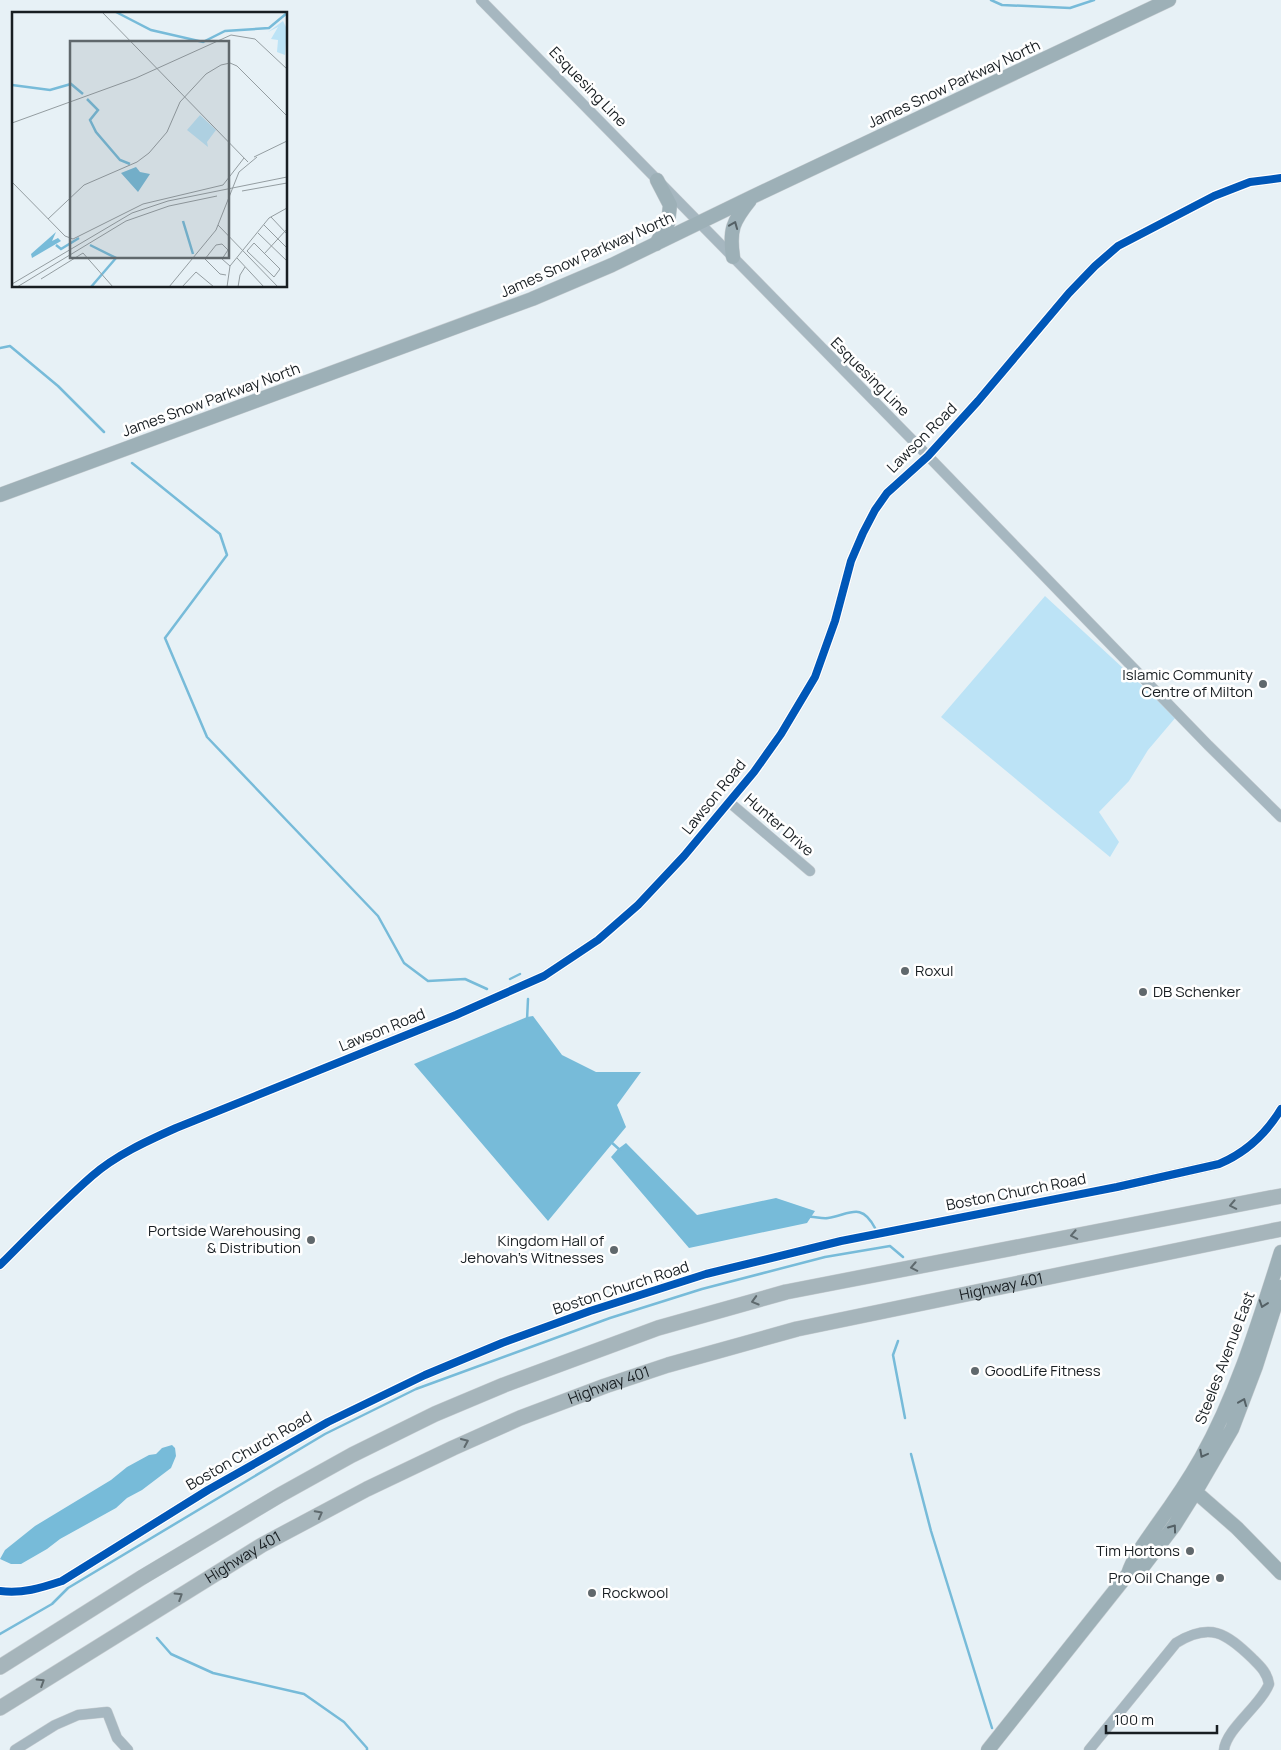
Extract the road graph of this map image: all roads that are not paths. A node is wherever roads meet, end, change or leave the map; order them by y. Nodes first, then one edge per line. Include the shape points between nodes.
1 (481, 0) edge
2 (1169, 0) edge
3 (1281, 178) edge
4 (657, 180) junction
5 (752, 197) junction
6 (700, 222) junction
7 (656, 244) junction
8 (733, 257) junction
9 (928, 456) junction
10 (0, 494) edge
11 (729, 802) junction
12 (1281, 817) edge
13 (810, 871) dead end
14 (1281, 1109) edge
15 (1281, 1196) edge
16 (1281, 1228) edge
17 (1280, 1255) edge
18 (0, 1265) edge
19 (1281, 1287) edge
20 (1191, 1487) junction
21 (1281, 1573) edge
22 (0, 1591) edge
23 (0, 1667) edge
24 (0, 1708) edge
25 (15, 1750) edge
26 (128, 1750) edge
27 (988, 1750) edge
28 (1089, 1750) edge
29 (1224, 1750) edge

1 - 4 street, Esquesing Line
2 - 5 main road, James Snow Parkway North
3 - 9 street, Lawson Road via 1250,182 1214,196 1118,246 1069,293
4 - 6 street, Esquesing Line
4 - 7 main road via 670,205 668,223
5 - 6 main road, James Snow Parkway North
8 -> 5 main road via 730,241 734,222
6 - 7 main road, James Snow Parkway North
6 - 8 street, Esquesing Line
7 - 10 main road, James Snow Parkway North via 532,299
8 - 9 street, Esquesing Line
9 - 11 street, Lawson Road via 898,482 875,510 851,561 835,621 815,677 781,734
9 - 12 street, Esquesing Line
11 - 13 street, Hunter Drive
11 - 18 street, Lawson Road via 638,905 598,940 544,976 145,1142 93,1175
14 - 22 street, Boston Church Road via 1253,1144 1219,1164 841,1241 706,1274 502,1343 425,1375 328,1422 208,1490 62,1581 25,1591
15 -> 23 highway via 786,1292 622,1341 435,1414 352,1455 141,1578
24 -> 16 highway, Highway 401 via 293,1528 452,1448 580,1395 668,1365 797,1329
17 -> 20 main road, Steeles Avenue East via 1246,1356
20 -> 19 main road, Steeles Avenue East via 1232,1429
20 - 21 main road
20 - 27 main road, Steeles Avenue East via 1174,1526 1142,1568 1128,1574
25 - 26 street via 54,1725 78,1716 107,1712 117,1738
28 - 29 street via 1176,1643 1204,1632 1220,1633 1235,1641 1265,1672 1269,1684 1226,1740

Exercise requirements -
Which lines contain "street"? Copy each of them from the listing.

Your response -
1 - 4 street, Esquesing Line
3 - 9 street, Lawson Road via 1250,182 1214,196 1118,246 1069,293
4 - 6 street, Esquesing Line
6 - 8 street, Esquesing Line
8 - 9 street, Esquesing Line
9 - 11 street, Lawson Road via 898,482 875,510 851,561 835,621 815,677 781,734
9 - 12 street, Esquesing Line
11 - 13 street, Hunter Drive
11 - 18 street, Lawson Road via 638,905 598,940 544,976 145,1142 93,1175
14 - 22 street, Boston Church Road via 1253,1144 1219,1164 841,1241 706,1274 502,1343 425,1375 328,1422 208,1490 62,1581 25,1591
25 - 26 street via 54,1725 78,1716 107,1712 117,1738
28 - 29 street via 1176,1643 1204,1632 1220,1633 1235,1641 1265,1672 1269,1684 1226,1740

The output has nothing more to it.